→ TASK BRIEF: Starting at the first line below, copy through to the last line exactly.

──────── THE RECORDS

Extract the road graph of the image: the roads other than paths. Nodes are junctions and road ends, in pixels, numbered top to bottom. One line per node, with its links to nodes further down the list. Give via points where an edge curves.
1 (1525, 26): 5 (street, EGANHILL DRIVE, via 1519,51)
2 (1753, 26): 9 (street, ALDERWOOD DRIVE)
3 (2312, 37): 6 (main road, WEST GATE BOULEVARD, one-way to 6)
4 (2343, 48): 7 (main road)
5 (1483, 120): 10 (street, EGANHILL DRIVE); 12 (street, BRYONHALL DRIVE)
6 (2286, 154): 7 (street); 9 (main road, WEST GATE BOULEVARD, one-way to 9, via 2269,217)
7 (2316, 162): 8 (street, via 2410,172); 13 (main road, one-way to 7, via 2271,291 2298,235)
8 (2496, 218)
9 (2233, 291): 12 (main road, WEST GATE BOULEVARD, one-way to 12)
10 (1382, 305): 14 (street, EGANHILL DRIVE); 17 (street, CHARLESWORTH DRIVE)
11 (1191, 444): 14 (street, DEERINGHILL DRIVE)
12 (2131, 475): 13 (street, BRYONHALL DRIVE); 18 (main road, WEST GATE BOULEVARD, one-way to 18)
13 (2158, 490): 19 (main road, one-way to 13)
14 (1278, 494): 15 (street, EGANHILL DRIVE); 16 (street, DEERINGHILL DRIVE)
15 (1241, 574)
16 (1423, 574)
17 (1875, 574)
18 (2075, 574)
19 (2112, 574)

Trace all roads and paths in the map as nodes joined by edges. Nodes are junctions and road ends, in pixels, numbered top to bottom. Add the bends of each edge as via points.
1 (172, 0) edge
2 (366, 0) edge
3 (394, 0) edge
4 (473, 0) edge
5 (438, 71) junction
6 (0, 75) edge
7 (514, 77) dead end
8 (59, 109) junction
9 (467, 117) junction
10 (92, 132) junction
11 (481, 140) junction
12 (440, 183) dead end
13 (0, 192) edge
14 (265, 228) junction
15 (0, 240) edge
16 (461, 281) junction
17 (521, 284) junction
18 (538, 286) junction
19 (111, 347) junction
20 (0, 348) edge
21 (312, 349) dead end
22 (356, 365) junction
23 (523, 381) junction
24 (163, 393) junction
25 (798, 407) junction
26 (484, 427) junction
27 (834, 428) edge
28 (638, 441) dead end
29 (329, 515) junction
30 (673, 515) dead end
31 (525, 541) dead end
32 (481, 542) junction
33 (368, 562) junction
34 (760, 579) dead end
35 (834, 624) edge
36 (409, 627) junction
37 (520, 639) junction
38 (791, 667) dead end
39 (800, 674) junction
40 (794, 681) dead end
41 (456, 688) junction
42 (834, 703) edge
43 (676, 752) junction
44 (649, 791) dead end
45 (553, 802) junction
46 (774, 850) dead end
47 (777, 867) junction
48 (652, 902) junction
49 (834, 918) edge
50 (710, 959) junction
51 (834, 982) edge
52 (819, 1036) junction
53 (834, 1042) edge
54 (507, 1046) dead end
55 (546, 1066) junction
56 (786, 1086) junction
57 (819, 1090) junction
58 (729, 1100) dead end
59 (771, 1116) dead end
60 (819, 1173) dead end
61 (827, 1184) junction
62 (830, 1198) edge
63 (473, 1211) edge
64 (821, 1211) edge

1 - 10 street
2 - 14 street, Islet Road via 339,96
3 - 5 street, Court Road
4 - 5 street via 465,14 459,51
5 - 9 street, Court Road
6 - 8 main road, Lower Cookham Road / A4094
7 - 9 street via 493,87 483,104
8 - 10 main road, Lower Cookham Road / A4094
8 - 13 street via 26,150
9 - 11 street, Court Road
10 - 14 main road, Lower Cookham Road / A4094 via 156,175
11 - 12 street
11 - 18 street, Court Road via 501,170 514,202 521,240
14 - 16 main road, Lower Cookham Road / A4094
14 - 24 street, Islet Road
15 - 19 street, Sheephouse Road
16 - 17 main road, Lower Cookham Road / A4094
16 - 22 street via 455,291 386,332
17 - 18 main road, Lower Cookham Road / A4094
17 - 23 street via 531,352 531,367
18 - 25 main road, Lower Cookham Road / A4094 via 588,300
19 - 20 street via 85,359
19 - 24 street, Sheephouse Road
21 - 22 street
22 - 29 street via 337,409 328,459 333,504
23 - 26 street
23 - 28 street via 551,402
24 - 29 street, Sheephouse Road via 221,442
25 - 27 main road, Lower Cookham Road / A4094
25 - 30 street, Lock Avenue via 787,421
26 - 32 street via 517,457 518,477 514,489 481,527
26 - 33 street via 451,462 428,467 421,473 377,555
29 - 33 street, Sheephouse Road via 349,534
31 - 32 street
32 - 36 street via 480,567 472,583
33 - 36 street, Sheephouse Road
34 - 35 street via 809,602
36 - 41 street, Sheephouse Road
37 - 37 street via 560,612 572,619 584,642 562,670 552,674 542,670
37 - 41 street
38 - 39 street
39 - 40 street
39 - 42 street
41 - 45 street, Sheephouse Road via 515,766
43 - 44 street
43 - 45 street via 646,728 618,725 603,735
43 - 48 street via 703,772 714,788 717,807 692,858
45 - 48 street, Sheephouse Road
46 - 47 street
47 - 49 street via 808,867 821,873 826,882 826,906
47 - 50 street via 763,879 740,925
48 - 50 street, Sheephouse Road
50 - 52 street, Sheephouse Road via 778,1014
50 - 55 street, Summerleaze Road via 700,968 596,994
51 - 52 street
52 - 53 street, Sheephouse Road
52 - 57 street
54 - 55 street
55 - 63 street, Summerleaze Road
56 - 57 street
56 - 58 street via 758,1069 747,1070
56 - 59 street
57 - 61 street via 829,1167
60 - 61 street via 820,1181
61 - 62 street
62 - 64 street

────────────────

→ EXERCISE RESPONSE:
Extract the road graph of the image: the roads other than paths. Nodes are junctions and road ends, in pixels, numbered top to bottom. One line per node, with its links to nodes further down the list. Give via points where an edge curves.
1 (1525, 26): 5 (street, EGANHILL DRIVE, via 1519,51)
2 (1753, 26): 9 (street, ALDERWOOD DRIVE)
3 (2312, 37): 6 (main road, WEST GATE BOULEVARD, one-way to 6)
4 (2343, 48): 7 (main road)
5 (1483, 120): 10 (street, EGANHILL DRIVE); 12 (street, BRYONHALL DRIVE)
6 (2286, 154): 7 (street); 9 (main road, WEST GATE BOULEVARD, one-way to 9, via 2269,217)
7 (2316, 162): 8 (street, via 2410,172); 13 (main road, one-way to 7, via 2271,291 2298,235)
8 (2496, 218)
9 (2233, 291): 12 (main road, WEST GATE BOULEVARD, one-way to 12)
10 (1382, 305): 14 (street, EGANHILL DRIVE); 17 (street, CHARLESWORTH DRIVE)
11 (1191, 444): 14 (street, DEERINGHILL DRIVE)
12 (2131, 475): 13 (street, BRYONHALL DRIVE); 18 (main road, WEST GATE BOULEVARD, one-way to 18)
13 (2158, 490): 19 (main road, one-way to 13)
14 (1278, 494): 15 (street, EGANHILL DRIVE); 16 (street, DEERINGHILL DRIVE)
15 (1241, 574)
16 (1423, 574)
17 (1875, 574)
18 (2075, 574)
19 (2112, 574)

Trace all roads and paths in the map as nodes joined by edges. Nodes are junctions and road ends, in pixels, numbered top to bottom. Add the bends of each edge as via points.
1 (172, 0) edge
2 (366, 0) edge
3 (394, 0) edge
4 (473, 0) edge
5 (438, 71) junction
6 (0, 75) edge
7 (514, 77) dead end
8 (59, 109) junction
9 (467, 117) junction
10 (92, 132) junction
11 (481, 140) junction
12 (440, 183) dead end
13 (0, 192) edge
14 (265, 228) junction
15 (0, 240) edge
16 (461, 281) junction
17 (521, 284) junction
18 (538, 286) junction
19 (111, 347) junction
20 (0, 348) edge
21 (312, 349) dead end
22 (356, 365) junction
23 (523, 381) junction
24 (163, 393) junction
25 (798, 407) junction
26 (484, 427) junction
27 (834, 428) edge
28 (638, 441) dead end
29 (329, 515) junction
30 (673, 515) dead end
31 (525, 541) dead end
32 (481, 542) junction
33 (368, 562) junction
34 (760, 579) dead end
35 (834, 624) edge
36 (409, 627) junction
37 (520, 639) junction
38 (791, 667) dead end
39 (800, 674) junction
40 (794, 681) dead end
41 (456, 688) junction
42 (834, 703) edge
43 (676, 752) junction
44 (649, 791) dead end
45 (553, 802) junction
46 (774, 850) dead end
47 (777, 867) junction
48 (652, 902) junction
49 (834, 918) edge
50 (710, 959) junction
51 (834, 982) edge
52 (819, 1036) junction
53 (834, 1042) edge
54 (507, 1046) dead end
55 (546, 1066) junction
56 (786, 1086) junction
57 (819, 1090) junction
58 (729, 1100) dead end
59 (771, 1116) dead end
60 (819, 1173) dead end
61 (827, 1184) junction
62 (830, 1198) edge
63 (473, 1211) edge
64 (821, 1211) edge

1 - 10 street
2 - 14 street, Islet Road via 339,96
3 - 5 street, Court Road
4 - 5 street via 465,14 459,51
5 - 9 street, Court Road
6 - 8 main road, Lower Cookham Road / A4094
7 - 9 street via 493,87 483,104
8 - 10 main road, Lower Cookham Road / A4094
8 - 13 street via 26,150
9 - 11 street, Court Road
10 - 14 main road, Lower Cookham Road / A4094 via 156,175
11 - 12 street
11 - 18 street, Court Road via 501,170 514,202 521,240
14 - 16 main road, Lower Cookham Road / A4094
14 - 24 street, Islet Road
15 - 19 street, Sheephouse Road
16 - 17 main road, Lower Cookham Road / A4094
16 - 22 street via 455,291 386,332
17 - 18 main road, Lower Cookham Road / A4094
17 - 23 street via 531,352 531,367
18 - 25 main road, Lower Cookham Road / A4094 via 588,300
19 - 20 street via 85,359
19 - 24 street, Sheephouse Road
21 - 22 street
22 - 29 street via 337,409 328,459 333,504
23 - 26 street
23 - 28 street via 551,402
24 - 29 street, Sheephouse Road via 221,442
25 - 27 main road, Lower Cookham Road / A4094
25 - 30 street, Lock Avenue via 787,421
26 - 32 street via 517,457 518,477 514,489 481,527
26 - 33 street via 451,462 428,467 421,473 377,555
29 - 33 street, Sheephouse Road via 349,534
31 - 32 street
32 - 36 street via 480,567 472,583
33 - 36 street, Sheephouse Road
34 - 35 street via 809,602
36 - 41 street, Sheephouse Road
37 - 37 street via 560,612 572,619 584,642 562,670 552,674 542,670
37 - 41 street
38 - 39 street
39 - 40 street
39 - 42 street
41 - 45 street, Sheephouse Road via 515,766
43 - 44 street
43 - 45 street via 646,728 618,725 603,735
43 - 48 street via 703,772 714,788 717,807 692,858
45 - 48 street, Sheephouse Road
46 - 47 street
47 - 49 street via 808,867 821,873 826,882 826,906
47 - 50 street via 763,879 740,925
48 - 50 street, Sheephouse Road
50 - 52 street, Sheephouse Road via 778,1014
50 - 55 street, Summerleaze Road via 700,968 596,994
51 - 52 street
52 - 53 street, Sheephouse Road
52 - 57 street
54 - 55 street
55 - 63 street, Summerleaze Road
56 - 57 street
56 - 58 street via 758,1069 747,1070
56 - 59 street
57 - 61 street via 829,1167
60 - 61 street via 820,1181
61 - 62 street
62 - 64 street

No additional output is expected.